P51A-2040
N2 glacial flow on and onto Sputnik Planum

Friday, 18 December 2015
Poster Hall (Moscone South)
Orkan M Umurhan1, Jeffrey M Moore2, Alan D Howard3, William B McKinnon4, Francis Nimmo5, Paul Schenk6, Oliver L White7, William M Grundy8, Alan Stern9, Catherine Olkin10, Harold A Weaver Jr11, Leslie Ann Young10, Kimberly Ennico Smith7 and The New Horizons Geology and Geophysics Investigation Team, (1)SETI Institute Mountain View, Mountain View, CA, United States, (2)NASA Ames Research Center, Moffett Field, CA, United States, (3)University of Virginia Main Campus, Charlottesville, VA, United States, (4)Washington University in St Louis, St. Louis, MO, United States, (5)University of California-Santa Cruz, Department of Earth and Planetary Sciences, Santa Cruz, CA, United States, (6)Lunar and Planetary Institute, Houston, TX, United States, (7)NASA Ames Research Center, MS 245-3, Moffett Field, CA, United States, (8)Lowell Observatory, Flagstaff, AZ, United States, (9)Southwest Research Institute, Boulder, CO, United States, (10)Southwest Research Institute Boulder, Boulder, CO, United States, (11)Applied Physics Laboratory Johns Hopkins, Laurel, MD, United States
Abstract:
Sputnik Planum (SP)[1,2] is the high albedo crater-free western portion of Tombaugh Regio imaged in July by the New Horizons LORRI instrument.

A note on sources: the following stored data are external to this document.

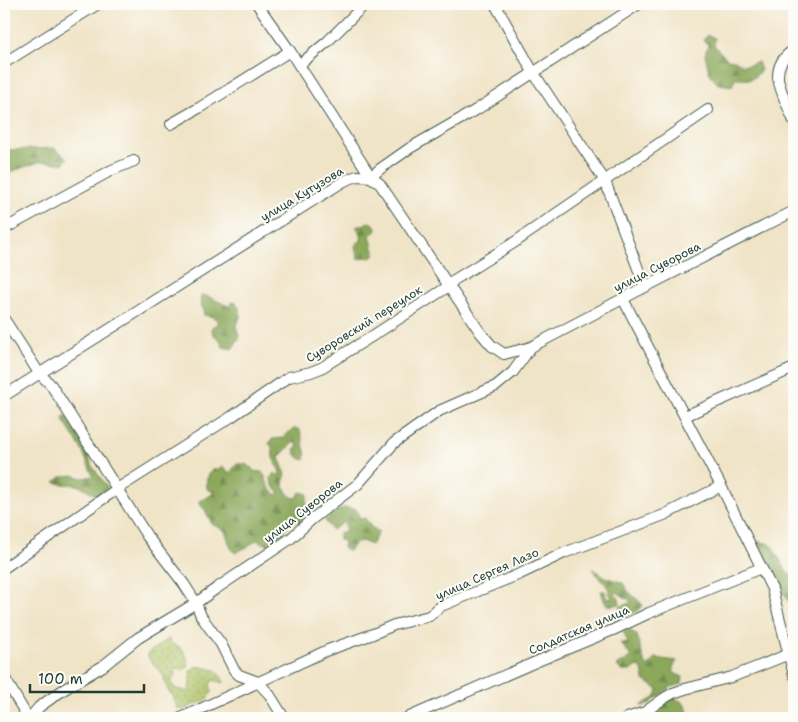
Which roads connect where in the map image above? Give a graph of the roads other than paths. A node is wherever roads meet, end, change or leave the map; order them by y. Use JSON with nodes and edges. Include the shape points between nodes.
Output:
{"nodes":[{"id":1,"x":98,"y":4,"type":"edge"},
{"id":2,"x":257,"y":4,"type":"edge"},
{"id":3,"x":365,"y":4,"type":"edge"},
{"id":4,"x":496,"y":4,"type":"edge"},
{"id":5,"x":638,"y":4,"type":"edge"},
{"id":6,"x":290,"y":51,"type":"junction"},
{"id":7,"x":790,"y":52,"type":"edge"},
{"id":8,"x":4,"y":63,"type":"edge"},
{"id":9,"x":298,"y":65,"type":"junction"},
{"id":10,"x":533,"y":72,"type":"junction"},
{"id":11,"x":708,"y":110,"type":"dead end"},
{"id":12,"x":794,"y":121,"type":"edge"},
{"id":13,"x":170,"y":124,"type":"dead end"},
{"id":14,"x":134,"y":161,"type":"dead end"},
{"id":15,"x":371,"y":178,"type":"junction"},
{"id":16,"x":605,"y":181,"type":"junction"},
{"id":17,"x":794,"y":211,"type":"edge"},
{"id":18,"x":4,"y":229,"type":"edge"},
{"id":19,"x":449,"y":286,"type":"junction"},
{"id":20,"x":645,"y":287,"type":"junction"},
{"id":21,"x":623,"y":299,"type":"junction"},
{"id":22,"x":4,"y":319,"type":"edge"},
{"id":23,"x":531,"y":347,"type":"junction"},
{"id":24,"x":794,"y":368,"type":"edge"},
{"id":25,"x":40,"y":373,"type":"junction"},
{"id":26,"x":4,"y":396,"type":"edge"},
{"id":27,"x":685,"y":416,"type":"junction"},
{"id":28,"x":721,"y":486,"type":"junction"},
{"id":29,"x":117,"y":489,"type":"junction"},
{"id":30,"x":4,"y":568,"type":"edge"},
{"id":31,"x":761,"y":568,"type":"junction"},
{"id":32,"x":196,"y":603,"type":"junction"},
{"id":33,"x":789,"y":654,"type":"junction"},
{"id":34,"x":794,"y":674,"type":"edge"},
{"id":35,"x":4,"y":677,"type":"edge"},
{"id":36,"x":258,"y":682,"type":"junction"},
{"id":37,"x":29,"y":718,"type":"edge"},
{"id":38,"x":181,"y":718,"type":"edge"},
{"id":39,"x":284,"y":718,"type":"edge"},
{"id":40,"x":407,"y":718,"type":"edge"},
{"id":41,"x":627,"y":718,"type":"edge"}],
"edges":[{"from":1,"to":8,"type":"street"},
{"from":2,"to":6,"type":"street"},
{"from":3,"to":9,"type":"street","via":[[327,42]]},
{"from":4,"to":10,"type":"street"},
{"from":5,"to":10,"type":"street"},
{"from":6,"to":9,"type":"street"},
{"from":6,"to":13,"type":"street"},
{"from":7,"to":12,"type":"street","via":[[780,64],[777,77]]},
{"from":9,"to":15,"type":"street"},
{"from":10,"to":15,"type":"street","via":[[410,148]]},
{"from":10,"to":16,"type":"street"},
{"from":11,"to":16,"type":"street","name":"Суворовский переулок"},
{"from":14,"to":18,"type":"street"},
{"from":15,"to":19,"type":"street","via":[[380,184]]},
{"from":15,"to":25,"type":"street","name":"улица Кутузова","via":[[357,176],[344,181]]},
{"from":16,"to":19,"type":"street","name":"Суворовский переулок"},
{"from":16,"to":20,"type":"street"},
{"from":17,"to":20,"type":"street","name":"улица Суворова"},
{"from":19,"to":23,"type":"street","name":"улица Суворова","via":[[492,346],[504,354]]},
{"from":19,"to":29,"type":"street","name":"Суворовский переулок","via":[[321,368],[289,377]]},
{"from":20,"to":21,"type":"street","name":"улица Суворова"},
{"from":21,"to":23,"type":"street","name":"улица Суворова"},
{"from":21,"to":27,"type":"street"},
{"from":22,"to":25,"type":"street"},
{"from":23,"to":32,"type":"street","name":"улица Суворова","via":[[513,372],[496,386],[440,411],[394,443],[358,484],[290,539]]},
{"from":24,"to":27,"type":"street"},
{"from":25,"to":26,"type":"street","name":"улица Кутузова"},
{"from":25,"to":29,"type":"street","via":[[51,385]]},
{"from":27,"to":28,"type":"street"},
{"from":28,"to":31,"type":"street"},
{"from":28,"to":36,"type":"street","name":"улица Сергея Лазо","via":[[664,515],[564,553],[441,606],[429,616],[394,625],[328,650]]},
{"from":29,"to":30,"type":"street","name":"Суворовский переулок"},
{"from":29,"to":32,"type":"street"},
{"from":31,"to":33,"type":"street","via":[[772,589]]},
{"from":31,"to":40,"type":"street","name":"Солдатская улица"},
{"from":32,"to":36,"type":"street","via":[[234,670]]},
{"from":32,"to":37,"type":"street","name":"улица Суворова","via":[[138,638],[103,666],[39,707]]},
{"from":33,"to":34,"type":"street"},
{"from":33,"to":41,"type":"street","via":[[732,677],[685,688],[645,712]]},
{"from":35,"to":37,"type":"street"},
{"from":36,"to":38,"type":"street","name":"улица Сергея Лазо"},
{"from":36,"to":39,"type":"street"}]}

The relatively high resolution (400 m/pix) LORRI mosaics of the northern portions of the planum bordered by the Cousteau Rupes (CR) scarp reveal surface patterns highly suggestive of viscous flow dynamics. Spectroscopic measurements of SP taken by the New Horizons LEISA instrument also indicate that SP is a region containing (among others) a significant amount of N2 [2]. Taken together these observations suggest the possibility that the high albedo material on SP is glacial N2 ice atop a bedrock-like substrate and the notable lack of craters on SP means that these processes are acting on relatively fast geologic timescales. Using the known properties of N2 ice in the temperature range of interest, we formulate and implement a numerical landform evolution model in order to examine a number of hypothetical evolutionary scenarios for SP and its environs.

[1] All place names on Pluto and Charon are informally known as such as of the writing of this abstract. [2] Stern, S. A et al. 2015 Science.